Input, output data and storage

  • via i3cols, easy to divide up events arbitrarily and populate the same output array from multiple processes (so long as the output array isn't created ~simultaneously by multiple workers)
  • Extract events from i3 files once, and then we can rsync only the data needed for performing recos (any existing reco(s) that priors are based upon, the pulse series used, ...?)
  • Define numpy dtypes of all things that will be written ahead of time (except e.g. JSON outputs), such that properly memory-mapped array(s) can be initialized on disk for a set of events at the outset
    • "Global" metadata about reco (i.e., information that pertains to all reconstructed events in the column)
      • What is the "generic" priors specification used?
        • e.g.: "shape A and relative to X reco if it is present, else shape B relative to Y reco if it is present, else shape C defined in absolute coordinates"
      • What optimizer was used?
      • What "global" settings were used for that optimizer (specify even "defaults," as sometimes those are changed over time)
      • What are all relevant software versions used?
        • Python
        • numpy
        • numba
        • llvmlite
        • freeDOM
        • optimizer
      • What host(s) were recos run on?
        • What CPU make/model is used?
        • OS
      • What "global" LLH setup is used?
        • Identifier for how LLH is obtained
          • Leave it general enough that we could say "tables"?
          • Which NN model(s) were used?
            • Is there a good way to summarize these?
              • Can we start building a "library" of models, so we can uniquely identify them (and not just rely on file names)?
          • LLH's evaluated on CPU(s) or GPU(s)?
          • What CPU architecture? (always record)
          • What GPU architecture(s), CUDA versions, etc? (only record if running NN's on GPU)
          • It's possible that some events will be reco'd with GPU and others CPU, which seems onerous to record per-event, but until we know the results are identical for both, we might want to make this stored per-event
          • etc.
    • Per-event metadata
      • Number of LLH evaluations
      • Optimizer run time
      • Optimizer-specific metadata
        • Number of steps taken
        • Convergence criteria
        • ...
    • Posterior analysis / fit information
      • some will be optimizer specific
      • See discussion above
    • i3cols does not yet support--but should support--writing metadata about a column.
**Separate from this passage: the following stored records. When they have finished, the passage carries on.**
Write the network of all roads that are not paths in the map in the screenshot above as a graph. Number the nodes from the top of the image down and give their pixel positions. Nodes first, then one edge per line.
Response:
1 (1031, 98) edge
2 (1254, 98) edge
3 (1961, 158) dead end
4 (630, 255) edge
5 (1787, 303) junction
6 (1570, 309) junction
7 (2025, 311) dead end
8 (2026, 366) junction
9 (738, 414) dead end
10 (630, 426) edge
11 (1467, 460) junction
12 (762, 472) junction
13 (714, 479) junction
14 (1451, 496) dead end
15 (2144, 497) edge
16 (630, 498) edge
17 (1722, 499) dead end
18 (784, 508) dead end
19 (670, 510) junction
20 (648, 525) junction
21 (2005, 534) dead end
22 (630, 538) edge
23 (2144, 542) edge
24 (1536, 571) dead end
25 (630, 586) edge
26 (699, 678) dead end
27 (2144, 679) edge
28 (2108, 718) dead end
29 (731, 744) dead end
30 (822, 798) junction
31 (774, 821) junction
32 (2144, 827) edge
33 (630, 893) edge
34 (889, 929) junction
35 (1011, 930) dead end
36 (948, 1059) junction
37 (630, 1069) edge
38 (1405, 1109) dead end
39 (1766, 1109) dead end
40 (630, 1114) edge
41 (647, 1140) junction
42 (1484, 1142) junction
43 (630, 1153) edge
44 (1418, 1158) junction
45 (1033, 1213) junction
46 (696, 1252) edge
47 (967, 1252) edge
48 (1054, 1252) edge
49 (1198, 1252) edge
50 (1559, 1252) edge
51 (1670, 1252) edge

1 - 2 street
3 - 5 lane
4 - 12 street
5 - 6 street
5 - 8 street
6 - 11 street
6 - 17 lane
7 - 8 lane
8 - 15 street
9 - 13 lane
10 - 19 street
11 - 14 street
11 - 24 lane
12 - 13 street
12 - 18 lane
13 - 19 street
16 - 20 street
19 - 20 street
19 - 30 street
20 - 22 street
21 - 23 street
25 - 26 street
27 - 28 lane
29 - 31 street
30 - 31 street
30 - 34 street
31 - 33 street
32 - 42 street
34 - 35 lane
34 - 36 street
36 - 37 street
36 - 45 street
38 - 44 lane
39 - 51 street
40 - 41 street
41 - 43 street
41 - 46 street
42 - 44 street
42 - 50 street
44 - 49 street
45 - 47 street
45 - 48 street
This would allow everything that's common about how the reco was set up and run to be recorded just once, and not repeated in the fields of each event's reco (which would be extremely inefficient and too slow)
      • There should always be universal metadata that applies to all events
      • There might also be some metadata that applies to some subset of the events, and metadata that applies to a bunch of other events. How should we handle this?